- From: Bert Bos <bert@w3.org>
- Date: Mon, 17 Mar 2008 18:05:33 +0100
- To: www-style@w3.org
On Wednesday 12 March 2008 13:41, Andrei Polushin wrote:
> 2008/3/12, fantasai wrote:
> > I'll note that
> > 3cm-2cm
> > will be parsed as a single DIMENSION token
I seem to remember that we discussed this during some meeting and
concluded that white space (or a comment) would indeed be needed
between a dimension and the following minus sign and that we would just
have to warn users about that...
> > and
> > 3cm -2cm
> > will be parsed as two DIMENSION tokens. Is that what we want? Is
> > whitespace required around minus and plus signs to treat them like
> > operators or is tokenization different inside calc() like it is
> > inside :nth-child()?
>
> I propose changing the grammar around the {ident} as follows:
>
> nmstart [_a-z]|{nonascii}|{escape}
> nmchar [_a-z0-9-]|{nonascii}|{escape}
>
> alpha [a-z]|{nonascii}|{escape}
> alnum [_a-z0-9]|{nonascii}|{escape}
>
> restrict {alpha}{alnum}*
> simple {nmstart}{nmchar}*
> prefixed [_-]{restrict}[-]{simple}
> ident {simple}|{prefixed}
> unit {restrict}|{prefixed}
>
> %%
>
> {num}{unit} {return DIMENSION;}
>
> That is, the unit name cannot contain '-', unless that unit name
> starts with either '-' or '_', as described by
> http://www.w3.org/TR/2007/CR-CSS21-20070719/syndata.html#vendor-keywo
>rds
That will indeed make "3n-1" parse as DIMEN(3n) + DELIM(-) + NUMBER(1),
but parsers still have to check that the DIMEN is a whole number with
an "n" or "N"; and "n-1" remains an IDENT. (Of course, "n-1" won't
occur very often in practice. :-) )
So I think there is no benefit for nth-child.

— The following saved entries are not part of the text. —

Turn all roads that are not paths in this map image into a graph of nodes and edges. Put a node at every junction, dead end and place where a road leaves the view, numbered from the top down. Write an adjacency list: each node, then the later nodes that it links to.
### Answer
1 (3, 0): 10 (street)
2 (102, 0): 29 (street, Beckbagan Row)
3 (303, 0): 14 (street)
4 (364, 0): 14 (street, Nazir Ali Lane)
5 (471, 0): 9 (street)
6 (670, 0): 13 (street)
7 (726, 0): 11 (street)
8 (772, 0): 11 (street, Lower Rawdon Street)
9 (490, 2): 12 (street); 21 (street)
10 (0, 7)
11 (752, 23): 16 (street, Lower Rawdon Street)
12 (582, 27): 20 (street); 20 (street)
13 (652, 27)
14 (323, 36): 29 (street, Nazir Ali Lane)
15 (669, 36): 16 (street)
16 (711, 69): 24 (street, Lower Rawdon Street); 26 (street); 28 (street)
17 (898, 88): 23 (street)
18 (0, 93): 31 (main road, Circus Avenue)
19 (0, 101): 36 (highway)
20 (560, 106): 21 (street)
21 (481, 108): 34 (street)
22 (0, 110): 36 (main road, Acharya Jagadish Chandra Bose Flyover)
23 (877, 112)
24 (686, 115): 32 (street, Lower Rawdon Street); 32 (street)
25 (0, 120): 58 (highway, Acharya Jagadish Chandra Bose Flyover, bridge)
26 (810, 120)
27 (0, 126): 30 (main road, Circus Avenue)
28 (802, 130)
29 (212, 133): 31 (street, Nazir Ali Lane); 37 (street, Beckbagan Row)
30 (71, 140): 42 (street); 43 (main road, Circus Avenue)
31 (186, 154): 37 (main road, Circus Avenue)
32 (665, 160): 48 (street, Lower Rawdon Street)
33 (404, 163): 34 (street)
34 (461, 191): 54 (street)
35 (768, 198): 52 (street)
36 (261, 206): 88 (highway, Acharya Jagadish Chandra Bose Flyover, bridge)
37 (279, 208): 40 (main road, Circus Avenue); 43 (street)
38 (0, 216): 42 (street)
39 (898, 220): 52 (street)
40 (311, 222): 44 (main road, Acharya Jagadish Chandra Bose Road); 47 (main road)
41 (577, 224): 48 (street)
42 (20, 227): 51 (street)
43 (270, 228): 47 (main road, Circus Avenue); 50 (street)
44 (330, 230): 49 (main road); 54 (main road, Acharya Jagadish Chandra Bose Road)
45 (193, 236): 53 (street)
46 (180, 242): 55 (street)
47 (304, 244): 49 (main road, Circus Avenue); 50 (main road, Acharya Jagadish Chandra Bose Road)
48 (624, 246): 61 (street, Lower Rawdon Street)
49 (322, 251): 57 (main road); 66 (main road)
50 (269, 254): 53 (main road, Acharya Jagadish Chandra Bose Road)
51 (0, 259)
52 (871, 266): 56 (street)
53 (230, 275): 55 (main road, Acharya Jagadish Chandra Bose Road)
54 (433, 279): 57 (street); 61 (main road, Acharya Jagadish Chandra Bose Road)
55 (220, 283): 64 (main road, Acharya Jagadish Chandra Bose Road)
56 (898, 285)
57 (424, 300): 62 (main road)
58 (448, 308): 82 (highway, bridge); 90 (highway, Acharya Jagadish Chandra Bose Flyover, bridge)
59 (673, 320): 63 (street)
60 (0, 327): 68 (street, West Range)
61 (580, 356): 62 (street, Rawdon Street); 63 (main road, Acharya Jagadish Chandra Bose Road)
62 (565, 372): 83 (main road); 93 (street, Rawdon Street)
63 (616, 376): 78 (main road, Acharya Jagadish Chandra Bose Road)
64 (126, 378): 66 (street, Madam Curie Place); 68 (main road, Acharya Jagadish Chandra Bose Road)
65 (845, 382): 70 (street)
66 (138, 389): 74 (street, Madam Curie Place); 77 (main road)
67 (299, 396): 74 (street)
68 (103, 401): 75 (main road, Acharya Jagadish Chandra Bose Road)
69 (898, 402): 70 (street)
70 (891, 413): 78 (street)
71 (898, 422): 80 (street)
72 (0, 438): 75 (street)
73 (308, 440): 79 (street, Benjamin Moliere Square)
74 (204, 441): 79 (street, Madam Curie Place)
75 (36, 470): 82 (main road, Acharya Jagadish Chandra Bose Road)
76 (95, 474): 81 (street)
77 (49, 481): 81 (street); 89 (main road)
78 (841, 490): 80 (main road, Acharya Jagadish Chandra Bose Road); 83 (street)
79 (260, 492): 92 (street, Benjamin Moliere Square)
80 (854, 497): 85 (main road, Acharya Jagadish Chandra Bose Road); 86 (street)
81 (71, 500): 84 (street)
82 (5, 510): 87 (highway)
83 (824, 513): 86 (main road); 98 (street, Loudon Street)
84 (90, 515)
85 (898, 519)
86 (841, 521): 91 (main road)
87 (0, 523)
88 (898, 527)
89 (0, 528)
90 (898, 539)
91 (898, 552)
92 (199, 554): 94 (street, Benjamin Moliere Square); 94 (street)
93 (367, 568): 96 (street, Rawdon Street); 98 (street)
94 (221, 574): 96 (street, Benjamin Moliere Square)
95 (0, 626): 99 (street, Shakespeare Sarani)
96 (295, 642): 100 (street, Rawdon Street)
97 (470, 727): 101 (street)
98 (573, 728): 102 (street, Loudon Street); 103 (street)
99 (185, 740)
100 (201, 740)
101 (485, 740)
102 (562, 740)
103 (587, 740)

It also doesn't remove the need for a space after 'mod' in 'calc(10%
mod-2em)', although it avoids many other possible user errors:
calc(10em-2px).
But it's a change to the core grammar, a very dangerous thing to do:
1) Are there any vendor extensions that we don't know about and that do
not have a dash after the vendor prefix? CSS 2.1 currently says they
*should* have a dash, but Andrei's patch makes that into a *must*.
2) Are there any languages that use the CSS syntax and that use units
with a dash? CSS itself doesn't have such units, but we shouldn't break
something that relies on our promise to not change the syntax.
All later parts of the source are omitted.